## [MATERIAL TO PROCESS]
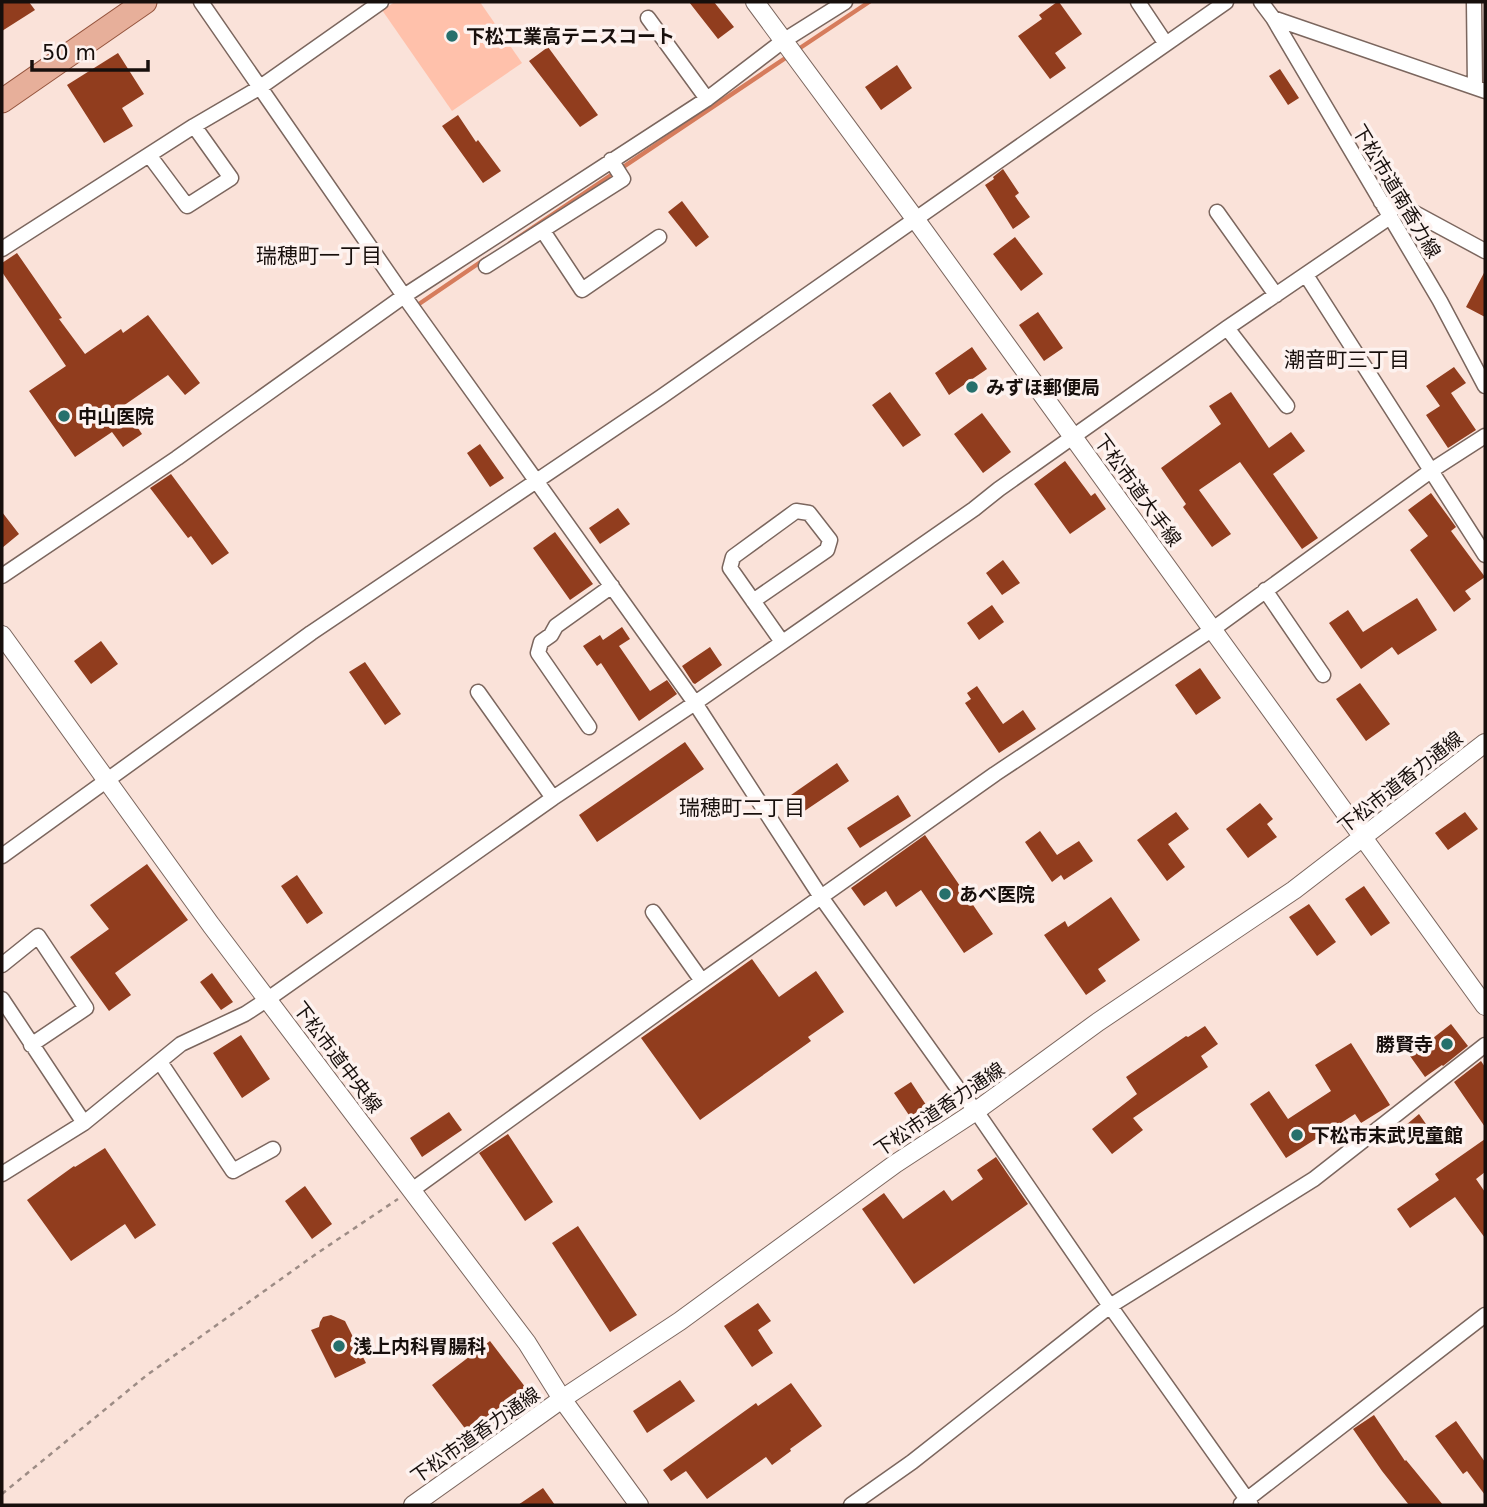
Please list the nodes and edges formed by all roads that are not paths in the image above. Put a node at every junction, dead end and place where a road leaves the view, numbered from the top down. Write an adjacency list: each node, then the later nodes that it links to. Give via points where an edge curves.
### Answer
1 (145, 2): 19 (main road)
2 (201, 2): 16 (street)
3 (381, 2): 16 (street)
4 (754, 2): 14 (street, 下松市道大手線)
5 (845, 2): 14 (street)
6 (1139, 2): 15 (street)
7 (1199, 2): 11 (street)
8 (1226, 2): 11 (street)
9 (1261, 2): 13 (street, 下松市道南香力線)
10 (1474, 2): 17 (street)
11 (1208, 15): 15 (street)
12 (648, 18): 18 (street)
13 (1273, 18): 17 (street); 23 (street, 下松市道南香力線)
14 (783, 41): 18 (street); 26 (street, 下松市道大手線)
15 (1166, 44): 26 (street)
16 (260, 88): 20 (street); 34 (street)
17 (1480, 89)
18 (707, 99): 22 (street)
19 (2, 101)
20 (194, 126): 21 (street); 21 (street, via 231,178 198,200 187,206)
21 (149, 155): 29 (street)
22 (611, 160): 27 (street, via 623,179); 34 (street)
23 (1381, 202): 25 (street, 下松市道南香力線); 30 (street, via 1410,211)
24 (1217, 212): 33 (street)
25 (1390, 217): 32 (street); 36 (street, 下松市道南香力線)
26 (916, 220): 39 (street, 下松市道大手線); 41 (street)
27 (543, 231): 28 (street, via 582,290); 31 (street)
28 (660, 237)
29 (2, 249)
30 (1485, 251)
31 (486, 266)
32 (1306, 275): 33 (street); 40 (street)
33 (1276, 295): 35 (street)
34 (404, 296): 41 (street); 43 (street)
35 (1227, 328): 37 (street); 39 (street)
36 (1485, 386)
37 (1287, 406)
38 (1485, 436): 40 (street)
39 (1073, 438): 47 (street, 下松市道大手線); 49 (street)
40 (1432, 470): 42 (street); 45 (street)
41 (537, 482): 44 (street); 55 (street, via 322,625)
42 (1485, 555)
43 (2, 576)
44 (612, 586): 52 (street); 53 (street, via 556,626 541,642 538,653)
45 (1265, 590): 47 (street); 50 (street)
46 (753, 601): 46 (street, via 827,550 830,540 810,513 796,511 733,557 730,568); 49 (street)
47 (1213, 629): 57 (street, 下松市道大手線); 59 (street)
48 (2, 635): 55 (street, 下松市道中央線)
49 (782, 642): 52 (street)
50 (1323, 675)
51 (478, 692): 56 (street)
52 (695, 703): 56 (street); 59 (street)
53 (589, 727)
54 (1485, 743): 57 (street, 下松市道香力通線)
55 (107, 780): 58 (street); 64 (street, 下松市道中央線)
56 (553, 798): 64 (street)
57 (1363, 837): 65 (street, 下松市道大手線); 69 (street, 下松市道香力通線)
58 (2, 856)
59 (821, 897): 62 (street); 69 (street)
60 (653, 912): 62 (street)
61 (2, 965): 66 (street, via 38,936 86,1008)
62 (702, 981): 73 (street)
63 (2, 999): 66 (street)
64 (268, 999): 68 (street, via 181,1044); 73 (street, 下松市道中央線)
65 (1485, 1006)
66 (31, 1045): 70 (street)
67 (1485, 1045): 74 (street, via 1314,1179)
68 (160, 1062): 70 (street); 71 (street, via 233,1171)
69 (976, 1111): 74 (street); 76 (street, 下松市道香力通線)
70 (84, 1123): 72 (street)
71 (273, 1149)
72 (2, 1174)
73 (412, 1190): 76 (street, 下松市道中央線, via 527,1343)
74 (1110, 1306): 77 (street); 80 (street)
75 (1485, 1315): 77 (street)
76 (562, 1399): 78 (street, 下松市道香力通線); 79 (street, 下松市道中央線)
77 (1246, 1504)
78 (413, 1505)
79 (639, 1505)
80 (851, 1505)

## [PROMPT]
Search the records for the string "下松市道香力通線", and copy every line that holds it.

## [RESPONSE AREA]
54 (1485, 743): 57 (street, 下松市道香力通線)
57 (1363, 837): 65 (street, 下松市道大手線); 69 (street, 下松市道香力通線)
69 (976, 1111): 74 (street); 76 (street, 下松市道香力通線)
76 (562, 1399): 78 (street, 下松市道香力通線); 79 (street, 下松市道中央線)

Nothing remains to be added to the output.